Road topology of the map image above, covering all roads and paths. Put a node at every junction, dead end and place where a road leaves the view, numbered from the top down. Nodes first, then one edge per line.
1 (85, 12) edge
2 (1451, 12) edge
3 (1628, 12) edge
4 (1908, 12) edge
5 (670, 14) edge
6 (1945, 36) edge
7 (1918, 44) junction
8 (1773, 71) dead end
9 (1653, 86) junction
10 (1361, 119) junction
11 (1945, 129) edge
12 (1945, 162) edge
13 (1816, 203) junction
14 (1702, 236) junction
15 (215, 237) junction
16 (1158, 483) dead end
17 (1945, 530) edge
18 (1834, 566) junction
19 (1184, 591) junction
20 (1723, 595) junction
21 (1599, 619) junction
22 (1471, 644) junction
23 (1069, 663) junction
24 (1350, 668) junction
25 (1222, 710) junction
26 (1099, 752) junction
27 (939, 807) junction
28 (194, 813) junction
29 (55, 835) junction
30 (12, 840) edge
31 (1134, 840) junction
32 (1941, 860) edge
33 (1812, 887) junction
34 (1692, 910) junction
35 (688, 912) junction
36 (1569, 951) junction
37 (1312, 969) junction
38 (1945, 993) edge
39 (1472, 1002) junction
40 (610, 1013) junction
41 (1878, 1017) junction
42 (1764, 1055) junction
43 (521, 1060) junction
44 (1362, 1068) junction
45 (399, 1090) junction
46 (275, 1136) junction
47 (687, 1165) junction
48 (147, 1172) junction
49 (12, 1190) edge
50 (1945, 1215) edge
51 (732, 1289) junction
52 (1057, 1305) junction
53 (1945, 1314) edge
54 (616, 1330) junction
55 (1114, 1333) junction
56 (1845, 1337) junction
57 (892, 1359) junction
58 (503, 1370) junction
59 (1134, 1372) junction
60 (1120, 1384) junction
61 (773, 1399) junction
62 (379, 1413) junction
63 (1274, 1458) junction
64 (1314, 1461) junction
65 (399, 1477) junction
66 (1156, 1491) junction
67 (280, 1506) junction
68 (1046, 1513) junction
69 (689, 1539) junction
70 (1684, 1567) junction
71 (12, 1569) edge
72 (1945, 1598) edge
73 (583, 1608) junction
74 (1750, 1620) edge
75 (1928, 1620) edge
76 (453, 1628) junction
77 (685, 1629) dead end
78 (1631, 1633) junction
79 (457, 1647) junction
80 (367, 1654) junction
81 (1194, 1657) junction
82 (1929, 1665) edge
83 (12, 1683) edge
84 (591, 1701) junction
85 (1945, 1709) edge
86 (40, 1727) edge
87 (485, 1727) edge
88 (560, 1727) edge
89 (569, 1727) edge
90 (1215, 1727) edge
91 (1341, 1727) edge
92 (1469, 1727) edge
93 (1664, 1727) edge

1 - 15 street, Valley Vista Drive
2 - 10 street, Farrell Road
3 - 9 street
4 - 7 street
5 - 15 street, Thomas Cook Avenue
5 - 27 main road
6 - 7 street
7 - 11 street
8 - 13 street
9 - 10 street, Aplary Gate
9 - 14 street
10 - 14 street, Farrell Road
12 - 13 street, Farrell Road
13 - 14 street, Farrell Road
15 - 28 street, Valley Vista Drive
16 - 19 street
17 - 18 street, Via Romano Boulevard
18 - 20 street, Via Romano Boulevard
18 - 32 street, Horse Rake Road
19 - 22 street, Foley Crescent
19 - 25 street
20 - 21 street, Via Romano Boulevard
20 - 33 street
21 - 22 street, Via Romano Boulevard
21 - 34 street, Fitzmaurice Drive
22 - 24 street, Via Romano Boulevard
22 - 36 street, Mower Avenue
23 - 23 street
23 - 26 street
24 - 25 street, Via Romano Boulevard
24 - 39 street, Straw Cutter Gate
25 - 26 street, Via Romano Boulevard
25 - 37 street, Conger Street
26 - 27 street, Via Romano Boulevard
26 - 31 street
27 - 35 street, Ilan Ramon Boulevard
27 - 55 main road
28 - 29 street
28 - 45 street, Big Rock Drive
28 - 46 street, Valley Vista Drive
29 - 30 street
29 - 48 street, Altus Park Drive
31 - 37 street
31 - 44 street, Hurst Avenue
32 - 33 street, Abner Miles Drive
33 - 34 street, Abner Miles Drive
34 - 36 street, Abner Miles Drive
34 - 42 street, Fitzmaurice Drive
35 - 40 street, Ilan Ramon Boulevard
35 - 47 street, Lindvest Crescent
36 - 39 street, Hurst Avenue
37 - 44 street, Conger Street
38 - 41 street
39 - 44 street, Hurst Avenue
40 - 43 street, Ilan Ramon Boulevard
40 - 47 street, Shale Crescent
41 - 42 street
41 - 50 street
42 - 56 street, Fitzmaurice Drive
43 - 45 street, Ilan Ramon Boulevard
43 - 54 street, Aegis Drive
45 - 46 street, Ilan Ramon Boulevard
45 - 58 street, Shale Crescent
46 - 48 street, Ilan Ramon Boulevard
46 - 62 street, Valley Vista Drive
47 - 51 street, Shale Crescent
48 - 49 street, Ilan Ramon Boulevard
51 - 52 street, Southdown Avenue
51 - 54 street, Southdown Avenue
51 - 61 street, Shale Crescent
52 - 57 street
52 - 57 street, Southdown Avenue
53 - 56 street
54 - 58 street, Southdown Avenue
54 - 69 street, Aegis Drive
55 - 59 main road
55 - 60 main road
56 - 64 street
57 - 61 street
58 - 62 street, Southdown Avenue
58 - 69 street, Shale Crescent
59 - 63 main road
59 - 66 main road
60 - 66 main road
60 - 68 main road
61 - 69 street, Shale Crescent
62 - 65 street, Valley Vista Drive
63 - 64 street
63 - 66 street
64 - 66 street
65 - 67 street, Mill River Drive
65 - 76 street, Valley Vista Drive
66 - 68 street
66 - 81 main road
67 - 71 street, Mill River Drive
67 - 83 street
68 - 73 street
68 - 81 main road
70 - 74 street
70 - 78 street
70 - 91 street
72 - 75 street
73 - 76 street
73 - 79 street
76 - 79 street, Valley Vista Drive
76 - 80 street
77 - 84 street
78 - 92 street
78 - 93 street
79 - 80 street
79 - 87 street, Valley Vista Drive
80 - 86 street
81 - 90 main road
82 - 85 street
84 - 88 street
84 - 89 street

※ ※ ※

» **The task**:
The records above need to be transcribed in full. Keep every character unchanged.

» **Written answer**:
Road topology of the map image above, covering all roads and paths. Put a node at every junction, dead end and place where a road leaves the view, numbered from the top down. Nodes first, then one edge per line.
1 (85, 12) edge
2 (1451, 12) edge
3 (1628, 12) edge
4 (1908, 12) edge
5 (670, 14) edge
6 (1945, 36) edge
7 (1918, 44) junction
8 (1773, 71) dead end
9 (1653, 86) junction
10 (1361, 119) junction
11 (1945, 129) edge
12 (1945, 162) edge
13 (1816, 203) junction
14 (1702, 236) junction
15 (215, 237) junction
16 (1158, 483) dead end
17 (1945, 530) edge
18 (1834, 566) junction
19 (1184, 591) junction
20 (1723, 595) junction
21 (1599, 619) junction
22 (1471, 644) junction
23 (1069, 663) junction
24 (1350, 668) junction
25 (1222, 710) junction
26 (1099, 752) junction
27 (939, 807) junction
28 (194, 813) junction
29 (55, 835) junction
30 (12, 840) edge
31 (1134, 840) junction
32 (1941, 860) edge
33 (1812, 887) junction
34 (1692, 910) junction
35 (688, 912) junction
36 (1569, 951) junction
37 (1312, 969) junction
38 (1945, 993) edge
39 (1472, 1002) junction
40 (610, 1013) junction
41 (1878, 1017) junction
42 (1764, 1055) junction
43 (521, 1060) junction
44 (1362, 1068) junction
45 (399, 1090) junction
46 (275, 1136) junction
47 (687, 1165) junction
48 (147, 1172) junction
49 (12, 1190) edge
50 (1945, 1215) edge
51 (732, 1289) junction
52 (1057, 1305) junction
53 (1945, 1314) edge
54 (616, 1330) junction
55 (1114, 1333) junction
56 (1845, 1337) junction
57 (892, 1359) junction
58 (503, 1370) junction
59 (1134, 1372) junction
60 (1120, 1384) junction
61 (773, 1399) junction
62 (379, 1413) junction
63 (1274, 1458) junction
64 (1314, 1461) junction
65 (399, 1477) junction
66 (1156, 1491) junction
67 (280, 1506) junction
68 (1046, 1513) junction
69 (689, 1539) junction
70 (1684, 1567) junction
71 (12, 1569) edge
72 (1945, 1598) edge
73 (583, 1608) junction
74 (1750, 1620) edge
75 (1928, 1620) edge
76 (453, 1628) junction
77 (685, 1629) dead end
78 (1631, 1633) junction
79 (457, 1647) junction
80 (367, 1654) junction
81 (1194, 1657) junction
82 (1929, 1665) edge
83 (12, 1683) edge
84 (591, 1701) junction
85 (1945, 1709) edge
86 (40, 1727) edge
87 (485, 1727) edge
88 (560, 1727) edge
89 (569, 1727) edge
90 (1215, 1727) edge
91 (1341, 1727) edge
92 (1469, 1727) edge
93 (1664, 1727) edge

1 - 15 street, Valley Vista Drive
2 - 10 street, Farrell Road
3 - 9 street
4 - 7 street
5 - 15 street, Thomas Cook Avenue
5 - 27 main road
6 - 7 street
7 - 11 street
8 - 13 street
9 - 10 street, Aplary Gate
9 - 14 street
10 - 14 street, Farrell Road
12 - 13 street, Farrell Road
13 - 14 street, Farrell Road
15 - 28 street, Valley Vista Drive
16 - 19 street
17 - 18 street, Via Romano Boulevard
18 - 20 street, Via Romano Boulevard
18 - 32 street, Horse Rake Road
19 - 22 street, Foley Crescent
19 - 25 street
20 - 21 street, Via Romano Boulevard
20 - 33 street
21 - 22 street, Via Romano Boulevard
21 - 34 street, Fitzmaurice Drive
22 - 24 street, Via Romano Boulevard
22 - 36 street, Mower Avenue
23 - 23 street
23 - 26 street
24 - 25 street, Via Romano Boulevard
24 - 39 street, Straw Cutter Gate
25 - 26 street, Via Romano Boulevard
25 - 37 street, Conger Street
26 - 27 street, Via Romano Boulevard
26 - 31 street
27 - 35 street, Ilan Ramon Boulevard
27 - 55 main road
28 - 29 street
28 - 45 street, Big Rock Drive
28 - 46 street, Valley Vista Drive
29 - 30 street
29 - 48 street, Altus Park Drive
31 - 37 street
31 - 44 street, Hurst Avenue
32 - 33 street, Abner Miles Drive
33 - 34 street, Abner Miles Drive
34 - 36 street, Abner Miles Drive
34 - 42 street, Fitzmaurice Drive
35 - 40 street, Ilan Ramon Boulevard
35 - 47 street, Lindvest Crescent
36 - 39 street, Hurst Avenue
37 - 44 street, Conger Street
38 - 41 street
39 - 44 street, Hurst Avenue
40 - 43 street, Ilan Ramon Boulevard
40 - 47 street, Shale Crescent
41 - 42 street
41 - 50 street
42 - 56 street, Fitzmaurice Drive
43 - 45 street, Ilan Ramon Boulevard
43 - 54 street, Aegis Drive
45 - 46 street, Ilan Ramon Boulevard
45 - 58 street, Shale Crescent
46 - 48 street, Ilan Ramon Boulevard
46 - 62 street, Valley Vista Drive
47 - 51 street, Shale Crescent
48 - 49 street, Ilan Ramon Boulevard
51 - 52 street, Southdown Avenue
51 - 54 street, Southdown Avenue
51 - 61 street, Shale Crescent
52 - 57 street
52 - 57 street, Southdown Avenue
53 - 56 street
54 - 58 street, Southdown Avenue
54 - 69 street, Aegis Drive
55 - 59 main road
55 - 60 main road
56 - 64 street
57 - 61 street
58 - 62 street, Southdown Avenue
58 - 69 street, Shale Crescent
59 - 63 main road
59 - 66 main road
60 - 66 main road
60 - 68 main road
61 - 69 street, Shale Crescent
62 - 65 street, Valley Vista Drive
63 - 64 street
63 - 66 street
64 - 66 street
65 - 67 street, Mill River Drive
65 - 76 street, Valley Vista Drive
66 - 68 street
66 - 81 main road
67 - 71 street, Mill River Drive
67 - 83 street
68 - 73 street
68 - 81 main road
70 - 74 street
70 - 78 street
70 - 91 street
72 - 75 street
73 - 76 street
73 - 79 street
76 - 79 street, Valley Vista Drive
76 - 80 street
77 - 84 street
78 - 92 street
78 - 93 street
79 - 80 street
79 - 87 street, Valley Vista Drive
80 - 86 street
81 - 90 main road
82 - 85 street
84 - 88 street
84 - 89 street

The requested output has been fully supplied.